Part of what is powerful about your book is that demonology becomes another kind of language to talk about trauma, and PTSD in particular. Did learning the language of demons and deliverance make you think differently about trauma?
As a society we’re unable to accept the fact that war traumatizes soldiers. And by not being able to accept that, we’re also looking away from the war and its consequences, from what we’re actually asking these people to do when we send them abroad to fight. It makes me question our delusions about our own goodness.
There’s a phrase in the book, the “hallucination of a sterile war,” that I found striking. I was also struck by a Mozambican ritual you describe: When soldiers come home it’s assumed that they’re carrying ghosts of dead people or demons with them, and the whole community gathers together to watch them reenact the terrible things they’ve done. There’s a way they bring the war home to the community, and the community is forced to watch, both in a kind of purging for the individual but also in the way that the community has to engage with what happened when that individual was gone. I found the description of this ritual notable in the context of this particular war, which has been so invisible in this country.
It’s a particularly American situation, to be so distanced from the war.
Are there historical precedents for this or do you think we are in a unique historical moment?
After so many traumatized soldiers returned from WWI, they started intense practices for eliminating anyone who might have PTSD. Instead of dealing with any post-traumatic stress disorder, they decided to eliminate weakness in the first place.
Like when they started shooting soldiers in the trenches?

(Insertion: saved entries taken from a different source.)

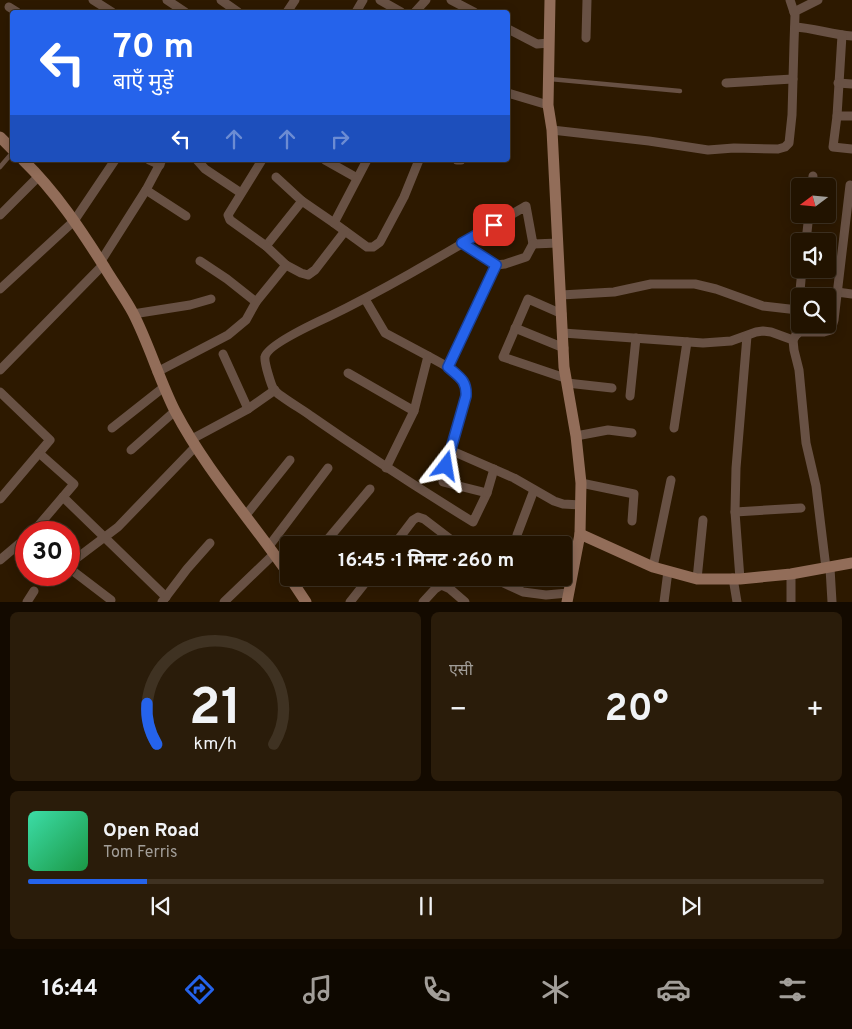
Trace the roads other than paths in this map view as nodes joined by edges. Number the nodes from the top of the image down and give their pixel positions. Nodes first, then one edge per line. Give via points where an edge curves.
1 (93, 0) edge
2 (167, 0) edge
3 (221, 0) edge
4 (380, 0) edge
5 (426, 0) edge
6 (451, 0) edge
7 (550, 0) edge
8 (587, 0) edge
9 (790, 0) edge
10 (818, 0) edge
11 (103, 6) edge
12 (8, 7) dead end
13 (13, 10) edge
14 (182, 10) edge
15 (235, 10) edge
16 (397, 10) edge
17 (417, 10) edge
18 (470, 10) edge
19 (794, 12) junction
20 (795, 27) junction
21 (510, 30) edge
22 (842, 35) junction
23 (852, 36) edge
24 (586, 38) dead end
25 (550, 43) junction
26 (549, 79) junction
27 (793, 79) junction
28 (726, 83) dead end
29 (838, 83) junction
30 (852, 84) edge
31 (680, 91) dead end
32 (510, 94) edge
33 (548, 105) junction
34 (837, 116) junction
35 (852, 116) edge
36 (552, 130) junction
37 (0, 137) edge
38 (10, 147) edge
39 (852, 149) edge
40 (10, 155) edge
41 (25, 162) edge
42 (115, 162) edge
43 (199, 162) edge
44 (261, 162) edge
45 (329, 162) edge
46 (366, 162) edge
47 (418, 162) edge
48 (161, 163) edge
49 (0, 167) edge
50 (39, 176) junction
51 (276, 177) dead end
52 (357, 178) junction
53 (850, 185) dead end
54 (146, 190) junction
55 (241, 192) junction
56 (302, 201) junction
57 (0, 215) edge
58 (186, 216) dead end
59 (74, 221) junction
60 (334, 223) junction
61 (345, 231) junction
62 (462, 243) junction
63 (558, 243) junction
64 (533, 244) junction
65 (266, 246) junction
66 (200, 261) dead end
67 (102, 263) junction
68 (286, 265) junction
69 (496, 265) junction
70 (0, 288) edge
71 (837, 292) junction
72 (852, 294) edge
73 (561, 295) junction
74 (211, 299) dead end
75 (364, 299) junction
76 (256, 302) junction
77 (791, 309) edge
78 (133, 314) junction
79 (562, 314) junction
80 (515, 328) junction
81 (563, 333) junction
82 (795, 333) edge
83 (747, 336) junction
84 (794, 337) junction
85 (636, 338) junction
86 (687, 342) junction
87 (564, 348) junction
88 (223, 354) dead end
89 (428, 356) junction
90 (448, 367) junction
91 (0, 370) edge
92 (158, 372) junction
93 (348, 373) dead end
94 (566, 380) junction
95 (164, 387) junction
96 (612, 388) dead end
97 (275, 390) junction
98 (0, 392) edge
99 (630, 396) dead end
100 (248, 410) junction
101 (175, 411) junction
102 (414, 411) junction
103 (112, 428) dead end
104 (674, 428) dead end
105 (632, 433) dead end
106 (576, 436) junction
107 (194, 443) junction
108 (131, 450) dead end
109 (450, 450) junction
110 (38, 453) junction
111 (290, 460) dead end
112 (328, 468) dead end
113 (386, 468) junction
114 (494, 469) junction
115 (671, 480) dead end
116 (443, 482) junction
117 (581, 483) junction
118 (370, 489) dead end
119 (534, 490) junction
120 (487, 493) junction
121 (2, 494) edge
122 (63, 497) junction
123 (435, 498) junction
124 (581, 505) junction
125 (801, 508) dead end
126 (736, 512) junction
127 (246, 515) junction
128 (704, 520) dead end
129 (42, 521) edge
130 (632, 521) dead end
131 (580, 534) junction
132 (517, 535) dead end
133 (331, 536) edge
134 (401, 536) edge
135 (446, 536) edge
136 (104, 538) junction
137 (210, 543) dead end
138 (15, 547) edge
139 (272, 550) junction
140 (80, 556) edge
141 (0, 560) edge
142 (280, 562) edge
143 (852, 563) edge
144 (653, 567) junction
145 (828, 568) junction
146 (668, 571) junction
147 (790, 574) junction
148 (80, 576) edge
149 (736, 578) junction
150 (697, 579) junction
151 (295, 586) edge
152 (363, 586) edge
153 (508, 586) edge
154 (34, 591) dead end
155 (567, 597) edge
156 (164, 599) edge
157 (111, 600) dead end
158 (27, 602) edge
159 (224, 602) edge
160 (306, 602) edge
161 (350, 602) edge
162 (423, 602) edge
163 (465, 602) edge
164 (664, 602) edge
165 (737, 602) edge
166 (790, 602) edge
167 (832, 602) edge

1 - 11 street
2 - 14 street
3 - 15 street
4 - 16 street
5 - 17 street
6 - 18 street
7 - 25 street
8 - 24 street
9 - 19 street
10 - 19 street
12 - 13 street
19 - 20 street
20 - 22 street
20 - 27 street
21 - 25 street via 537,44
22 - 23 street
22 - 29 street
25 - 26 street
26 - 31 lane
26 - 33 street
27 - 28 street
27 - 36 street via 789,143 778,149 708,150
29 - 30 street
29 - 34 street
32 - 33 street
33 - 36 street
34 - 35 street
34 - 39 street via 833,147
36 - 63 street
37 - 38 street
40 - 49 lane
41 - 50 street
42 - 59 street
43 - 55 street
44 - 55 street
45 - 52 street
46 - 52 street
47 - 61 street via 380,242 367,247
48 - 54 street
50 - 57 street
50 - 59 street
51 - 56 street
52 - 60 street
53 - 71 street
54 - 58 street
54 - 67 street
55 - 65 street via 228,215 230,220
56 - 60 street
56 - 65 street
59 - 67 street
59 - 70 street
60 - 61 street
61 - 68 street via 315,270 301,273
62 - 64 street via 526,206
62 - 69 street
62 - 75 street
63 - 64 street
63 - 73 street
64 - 69 street via 526,257
65 - 68 street
66 - 76 street
67 - 78 street
67 - 91 street
68 - 76 street
69 - 90 street
71 - 72 street
71 - 84 street via 831,330 800,332
73 - 77 street via 614,292 651,284 695,284 763,306
73 - 79 street
74 - 78 street
75 - 89 street via 385,332
75 - 97 street via 268,350 265,362
76 - 92 street via 246,320 228,335
78 - 92 street
79 - 80 street via 528,299
79 - 81 street
80 - 87 street
80 - 94 street via 502,357
81 - 85 street
81 - 87 street
82 - 84 street
83 - 84 street via 763,331
83 - 86 street via 731,341
83 - 126 street via 736,468
84 - 145 street via 806,443
85 - 86 street
85 - 99 street
86 - 104 street
87 - 94 street
88 - 100 street
89 - 90 street
89 - 102 street
90 - 109 street via 466,386
92 - 95 street
93 - 102 street
94 - 96 street
94 - 106 street
95 - 101 street
95 - 103 street
97 - 100 street
97 - 113 street
98 - 110 street via 50,440
100 - 107 street
101 - 107 street
101 - 108 street
102 - 113 street
105 - 106 street via 608,430
106 - 117 street
107 - 127 street
107 - 136 street via 118,527
109 - 114 street
109 - 116 street
110 - 121 street
110 - 122 street via 74,484
111 - 127 street
112 - 139 street
113 - 123 street
114 - 119 street
114 - 120 street
115 - 144 street
116 - 120 street
116 - 123 street
117 - 124 street
117 - 130 street via 634,494
118 - 133 street
119 - 124 street via 563,504
119 - 132 street
120 - 123 street via 473,522
122 - 129 street
122 - 136 street
124 - 131 street
125 - 126 street
126 - 149 street
127 - 139 street
128 - 150 street
131 - 144 street
131 - 155 street
134 - 135 street via 418,517
136 - 140 street
136 - 156 street
137 - 156 street
138 - 141 street
139 - 142 street
139 - 159 street
143 - 145 street
144 - 146 street
145 - 147 street
145 - 167 street
146 - 150 street
146 - 164 street
147 - 149 street
147 - 166 street
148 - 157 street
149 - 150 street
149 - 165 street
151 - 160 street
152 - 161 street
153 - 155 street via 522,592
154 - 158 street
162 - 163 street via 441,585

Yes. Even before that, though, recruiting methods were strict. German soldiers were made to look at paintings and analyze them, and if they analyzed them in ways that showed signs of weakness, they kicked them out. If they were nail-biters they kicked them out. They had them write stories based on sculptures. The tests drew on psychoanalytic theory. And, of course, it had no effect on the number of soldiers who came out with PTSD. In a way, it’s also just a matter of denial—whether or not a society wants to look at these things head-on.

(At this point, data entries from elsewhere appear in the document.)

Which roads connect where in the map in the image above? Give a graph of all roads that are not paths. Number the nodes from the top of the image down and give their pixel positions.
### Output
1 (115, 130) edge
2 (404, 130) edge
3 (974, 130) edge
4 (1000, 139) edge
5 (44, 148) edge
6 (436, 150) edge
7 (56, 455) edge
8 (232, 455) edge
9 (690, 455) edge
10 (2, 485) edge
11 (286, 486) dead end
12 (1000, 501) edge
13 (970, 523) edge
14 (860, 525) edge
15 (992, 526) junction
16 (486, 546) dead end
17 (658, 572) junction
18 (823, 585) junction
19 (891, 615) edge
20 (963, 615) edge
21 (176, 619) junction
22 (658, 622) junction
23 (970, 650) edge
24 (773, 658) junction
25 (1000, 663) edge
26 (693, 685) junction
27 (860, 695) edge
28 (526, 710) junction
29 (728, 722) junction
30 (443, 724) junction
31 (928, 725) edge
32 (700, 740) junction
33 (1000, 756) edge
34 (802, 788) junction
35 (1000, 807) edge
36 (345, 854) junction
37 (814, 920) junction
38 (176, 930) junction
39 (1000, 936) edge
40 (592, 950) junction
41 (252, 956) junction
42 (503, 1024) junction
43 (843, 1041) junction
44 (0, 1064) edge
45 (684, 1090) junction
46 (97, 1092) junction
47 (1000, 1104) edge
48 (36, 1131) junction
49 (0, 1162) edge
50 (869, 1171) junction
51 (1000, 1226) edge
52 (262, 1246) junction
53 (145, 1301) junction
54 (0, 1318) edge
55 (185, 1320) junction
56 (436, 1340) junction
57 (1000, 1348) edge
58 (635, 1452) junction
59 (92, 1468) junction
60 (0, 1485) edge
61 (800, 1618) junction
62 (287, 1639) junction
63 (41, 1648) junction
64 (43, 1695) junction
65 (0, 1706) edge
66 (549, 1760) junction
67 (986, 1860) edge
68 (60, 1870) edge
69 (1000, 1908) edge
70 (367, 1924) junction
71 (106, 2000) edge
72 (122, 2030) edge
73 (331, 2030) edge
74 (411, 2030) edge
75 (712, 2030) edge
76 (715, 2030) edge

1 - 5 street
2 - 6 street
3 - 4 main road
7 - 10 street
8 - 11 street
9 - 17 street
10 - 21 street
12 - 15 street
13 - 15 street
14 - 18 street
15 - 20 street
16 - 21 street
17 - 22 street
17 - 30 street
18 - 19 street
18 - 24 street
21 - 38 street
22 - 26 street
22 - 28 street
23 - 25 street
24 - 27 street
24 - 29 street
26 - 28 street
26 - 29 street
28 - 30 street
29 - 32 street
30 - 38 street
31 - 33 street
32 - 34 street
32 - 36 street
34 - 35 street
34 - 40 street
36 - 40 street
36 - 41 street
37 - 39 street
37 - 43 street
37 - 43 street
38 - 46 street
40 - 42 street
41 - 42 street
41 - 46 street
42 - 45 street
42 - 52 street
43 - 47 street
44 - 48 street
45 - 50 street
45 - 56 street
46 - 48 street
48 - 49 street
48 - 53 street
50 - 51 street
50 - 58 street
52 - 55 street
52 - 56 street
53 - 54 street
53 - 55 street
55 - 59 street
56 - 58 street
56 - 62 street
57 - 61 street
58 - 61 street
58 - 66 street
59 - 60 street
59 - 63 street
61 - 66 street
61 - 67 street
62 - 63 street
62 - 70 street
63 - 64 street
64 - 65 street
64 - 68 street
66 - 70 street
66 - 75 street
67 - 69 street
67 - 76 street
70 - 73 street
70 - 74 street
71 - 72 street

Do you think soldiers dealing with trauma through the metaphor of demons and deliverance exhibit a different form of denial, or is that actually a way to deal with it?

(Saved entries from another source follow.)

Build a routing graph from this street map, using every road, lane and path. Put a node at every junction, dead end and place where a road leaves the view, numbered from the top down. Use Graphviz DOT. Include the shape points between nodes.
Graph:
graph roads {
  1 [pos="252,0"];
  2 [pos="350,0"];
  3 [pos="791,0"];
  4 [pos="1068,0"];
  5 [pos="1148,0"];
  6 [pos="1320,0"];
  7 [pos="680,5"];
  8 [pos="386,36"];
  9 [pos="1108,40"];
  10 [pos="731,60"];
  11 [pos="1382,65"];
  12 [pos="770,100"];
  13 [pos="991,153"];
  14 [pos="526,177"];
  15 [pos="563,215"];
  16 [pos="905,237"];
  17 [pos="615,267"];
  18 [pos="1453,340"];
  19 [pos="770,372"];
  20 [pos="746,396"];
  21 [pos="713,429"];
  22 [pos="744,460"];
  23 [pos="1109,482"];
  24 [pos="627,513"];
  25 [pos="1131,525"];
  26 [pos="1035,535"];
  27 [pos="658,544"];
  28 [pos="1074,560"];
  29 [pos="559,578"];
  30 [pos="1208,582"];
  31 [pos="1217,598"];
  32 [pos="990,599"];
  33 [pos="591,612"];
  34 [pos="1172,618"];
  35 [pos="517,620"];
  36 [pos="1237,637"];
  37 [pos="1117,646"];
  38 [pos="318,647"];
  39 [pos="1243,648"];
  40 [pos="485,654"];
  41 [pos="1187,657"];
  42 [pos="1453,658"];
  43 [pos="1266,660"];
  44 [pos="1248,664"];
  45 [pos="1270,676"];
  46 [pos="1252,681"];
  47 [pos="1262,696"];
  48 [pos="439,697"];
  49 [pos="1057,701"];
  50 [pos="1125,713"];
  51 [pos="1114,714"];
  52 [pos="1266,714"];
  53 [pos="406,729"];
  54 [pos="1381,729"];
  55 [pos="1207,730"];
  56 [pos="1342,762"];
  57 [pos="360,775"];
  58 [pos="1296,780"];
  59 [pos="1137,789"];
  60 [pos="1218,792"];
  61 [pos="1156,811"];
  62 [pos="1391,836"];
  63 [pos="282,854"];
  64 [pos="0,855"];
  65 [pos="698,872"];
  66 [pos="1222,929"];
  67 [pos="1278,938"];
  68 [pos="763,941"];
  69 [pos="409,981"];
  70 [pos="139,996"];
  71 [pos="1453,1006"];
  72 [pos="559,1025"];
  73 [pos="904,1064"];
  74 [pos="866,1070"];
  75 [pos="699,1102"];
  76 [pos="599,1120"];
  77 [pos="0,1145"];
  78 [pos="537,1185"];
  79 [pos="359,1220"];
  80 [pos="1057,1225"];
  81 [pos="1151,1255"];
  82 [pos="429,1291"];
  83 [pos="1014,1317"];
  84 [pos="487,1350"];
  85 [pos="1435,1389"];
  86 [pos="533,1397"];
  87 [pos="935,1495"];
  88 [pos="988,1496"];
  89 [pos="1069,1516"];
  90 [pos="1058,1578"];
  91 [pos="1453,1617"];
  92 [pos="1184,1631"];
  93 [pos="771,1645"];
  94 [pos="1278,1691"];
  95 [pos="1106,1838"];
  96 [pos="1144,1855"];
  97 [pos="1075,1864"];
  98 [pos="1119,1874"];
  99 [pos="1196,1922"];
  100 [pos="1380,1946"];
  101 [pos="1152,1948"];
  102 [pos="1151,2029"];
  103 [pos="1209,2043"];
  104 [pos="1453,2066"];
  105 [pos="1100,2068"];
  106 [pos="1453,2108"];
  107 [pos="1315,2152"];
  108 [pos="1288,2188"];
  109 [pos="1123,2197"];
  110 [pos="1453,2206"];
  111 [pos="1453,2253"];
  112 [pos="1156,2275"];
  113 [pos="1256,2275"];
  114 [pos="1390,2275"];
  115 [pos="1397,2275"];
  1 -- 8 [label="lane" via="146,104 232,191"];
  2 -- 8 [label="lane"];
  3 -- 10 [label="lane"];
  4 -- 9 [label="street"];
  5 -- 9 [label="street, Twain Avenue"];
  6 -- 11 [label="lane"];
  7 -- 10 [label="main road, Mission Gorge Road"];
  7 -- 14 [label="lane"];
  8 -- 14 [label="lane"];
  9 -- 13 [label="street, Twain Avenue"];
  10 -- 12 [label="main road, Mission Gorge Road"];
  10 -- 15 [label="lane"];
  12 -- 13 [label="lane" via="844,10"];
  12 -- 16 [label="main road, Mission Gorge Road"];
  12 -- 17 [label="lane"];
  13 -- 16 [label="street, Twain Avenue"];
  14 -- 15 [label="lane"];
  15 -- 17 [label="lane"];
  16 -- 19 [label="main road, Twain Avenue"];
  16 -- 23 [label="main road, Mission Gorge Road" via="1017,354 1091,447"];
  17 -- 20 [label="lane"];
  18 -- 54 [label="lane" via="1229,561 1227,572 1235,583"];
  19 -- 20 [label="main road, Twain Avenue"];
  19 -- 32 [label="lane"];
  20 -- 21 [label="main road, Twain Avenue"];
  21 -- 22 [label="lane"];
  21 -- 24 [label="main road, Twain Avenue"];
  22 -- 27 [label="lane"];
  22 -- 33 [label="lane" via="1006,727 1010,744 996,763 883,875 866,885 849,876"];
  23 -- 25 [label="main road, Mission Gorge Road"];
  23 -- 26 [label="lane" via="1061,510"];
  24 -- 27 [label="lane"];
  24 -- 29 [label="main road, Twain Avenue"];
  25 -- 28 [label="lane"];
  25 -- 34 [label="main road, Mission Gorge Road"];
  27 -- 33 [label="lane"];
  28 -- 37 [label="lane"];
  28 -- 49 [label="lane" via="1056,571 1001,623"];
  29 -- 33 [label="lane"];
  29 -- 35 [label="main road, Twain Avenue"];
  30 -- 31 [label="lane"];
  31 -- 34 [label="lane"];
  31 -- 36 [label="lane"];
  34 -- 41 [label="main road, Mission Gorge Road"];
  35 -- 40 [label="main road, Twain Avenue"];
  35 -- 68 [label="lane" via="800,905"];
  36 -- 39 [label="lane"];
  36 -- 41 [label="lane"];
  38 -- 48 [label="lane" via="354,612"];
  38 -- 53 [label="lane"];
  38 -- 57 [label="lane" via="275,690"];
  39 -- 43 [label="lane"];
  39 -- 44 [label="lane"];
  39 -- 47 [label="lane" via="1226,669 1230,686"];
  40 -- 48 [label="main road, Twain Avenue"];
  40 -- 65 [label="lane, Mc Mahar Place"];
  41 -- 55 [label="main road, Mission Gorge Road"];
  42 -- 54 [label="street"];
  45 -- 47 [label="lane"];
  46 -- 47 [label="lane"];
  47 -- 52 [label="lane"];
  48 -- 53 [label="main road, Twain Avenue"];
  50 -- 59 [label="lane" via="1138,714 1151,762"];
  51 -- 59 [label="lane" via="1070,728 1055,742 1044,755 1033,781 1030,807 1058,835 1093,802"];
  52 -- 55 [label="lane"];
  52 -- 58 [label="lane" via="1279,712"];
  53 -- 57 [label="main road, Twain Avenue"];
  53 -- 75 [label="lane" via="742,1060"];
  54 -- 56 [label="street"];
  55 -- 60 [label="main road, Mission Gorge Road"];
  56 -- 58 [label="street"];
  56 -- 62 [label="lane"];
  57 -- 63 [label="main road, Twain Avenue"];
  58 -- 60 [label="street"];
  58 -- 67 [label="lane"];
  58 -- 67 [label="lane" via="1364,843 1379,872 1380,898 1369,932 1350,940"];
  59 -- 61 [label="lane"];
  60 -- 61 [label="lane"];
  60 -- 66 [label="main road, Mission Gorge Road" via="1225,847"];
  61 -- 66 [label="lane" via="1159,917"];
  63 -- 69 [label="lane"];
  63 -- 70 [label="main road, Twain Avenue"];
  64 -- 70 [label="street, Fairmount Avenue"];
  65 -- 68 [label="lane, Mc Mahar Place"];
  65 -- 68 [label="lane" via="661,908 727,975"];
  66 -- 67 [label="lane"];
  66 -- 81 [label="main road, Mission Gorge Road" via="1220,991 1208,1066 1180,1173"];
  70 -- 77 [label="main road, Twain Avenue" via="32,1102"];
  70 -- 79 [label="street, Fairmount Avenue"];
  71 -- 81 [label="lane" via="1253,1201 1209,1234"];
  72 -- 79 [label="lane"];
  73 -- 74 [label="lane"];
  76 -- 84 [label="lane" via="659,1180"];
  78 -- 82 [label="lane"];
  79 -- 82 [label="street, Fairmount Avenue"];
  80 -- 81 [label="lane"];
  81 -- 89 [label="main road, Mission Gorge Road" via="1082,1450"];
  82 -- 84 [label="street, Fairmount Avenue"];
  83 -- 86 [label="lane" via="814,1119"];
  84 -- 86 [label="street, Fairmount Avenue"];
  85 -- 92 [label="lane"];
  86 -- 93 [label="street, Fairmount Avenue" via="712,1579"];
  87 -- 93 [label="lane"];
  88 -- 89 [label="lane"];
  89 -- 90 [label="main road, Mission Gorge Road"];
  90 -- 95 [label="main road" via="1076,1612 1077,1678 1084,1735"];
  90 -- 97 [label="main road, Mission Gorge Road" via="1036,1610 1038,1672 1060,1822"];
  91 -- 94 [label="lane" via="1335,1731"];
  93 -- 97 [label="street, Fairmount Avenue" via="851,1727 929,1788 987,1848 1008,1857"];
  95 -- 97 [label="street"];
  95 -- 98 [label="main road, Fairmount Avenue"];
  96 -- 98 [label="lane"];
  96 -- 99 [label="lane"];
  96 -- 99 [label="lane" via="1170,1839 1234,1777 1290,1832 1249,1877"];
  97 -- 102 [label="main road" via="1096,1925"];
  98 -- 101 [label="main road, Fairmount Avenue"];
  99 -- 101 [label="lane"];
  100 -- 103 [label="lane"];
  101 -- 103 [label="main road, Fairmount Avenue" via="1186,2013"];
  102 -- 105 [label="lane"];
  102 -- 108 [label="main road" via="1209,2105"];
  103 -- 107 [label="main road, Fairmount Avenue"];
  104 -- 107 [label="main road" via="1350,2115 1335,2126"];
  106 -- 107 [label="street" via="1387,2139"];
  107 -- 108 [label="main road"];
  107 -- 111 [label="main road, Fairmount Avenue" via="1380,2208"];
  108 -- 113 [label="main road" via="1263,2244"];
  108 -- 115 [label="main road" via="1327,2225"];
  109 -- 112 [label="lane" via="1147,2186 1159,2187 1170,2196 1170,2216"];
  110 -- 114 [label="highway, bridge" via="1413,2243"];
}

It is a form of denial, in way. Exorcisms aren’t real, so it’s an easy fix to a problem. But the great part about these exorcisms is that the believers think they work, and then the demon still attacks you afterwards. So they’re almost writing the narrative to deal with the reality that that trauma doesn’t actually end. I like that part of it. It felt close to the reality of the experience: The demon’s out and we’re still screwed. There’s a scene with Caleb where a buffalo demon comes to the trailer, so he fights it; it’s a moment where the evil or demonic force is separate from him so he can interact with it. That’s also a way of denying that the demon is part of the self without denying its existence in the world. But I think any vocabulary we have to talk about these things is, in order to be able to bear it, going to have to have a buffer zone. Otherwise we’re all going to go crazy.
What about this particular war that you don’t state outright do you hope readers will take away from your book?
This is the war that I’ve lived through, and that has taken up most of my life, so for me it feels like the most important war. I mention in the book the terror of someone in close proximity committing suicide, someone down the street from me, the feeling that I was part of a society that’s invading these countries and I was just sitting there doing nothing. Not engaging it in any way. I don’t think reading the news counts as engagement.
What was it like listening to your own exorcism tapes?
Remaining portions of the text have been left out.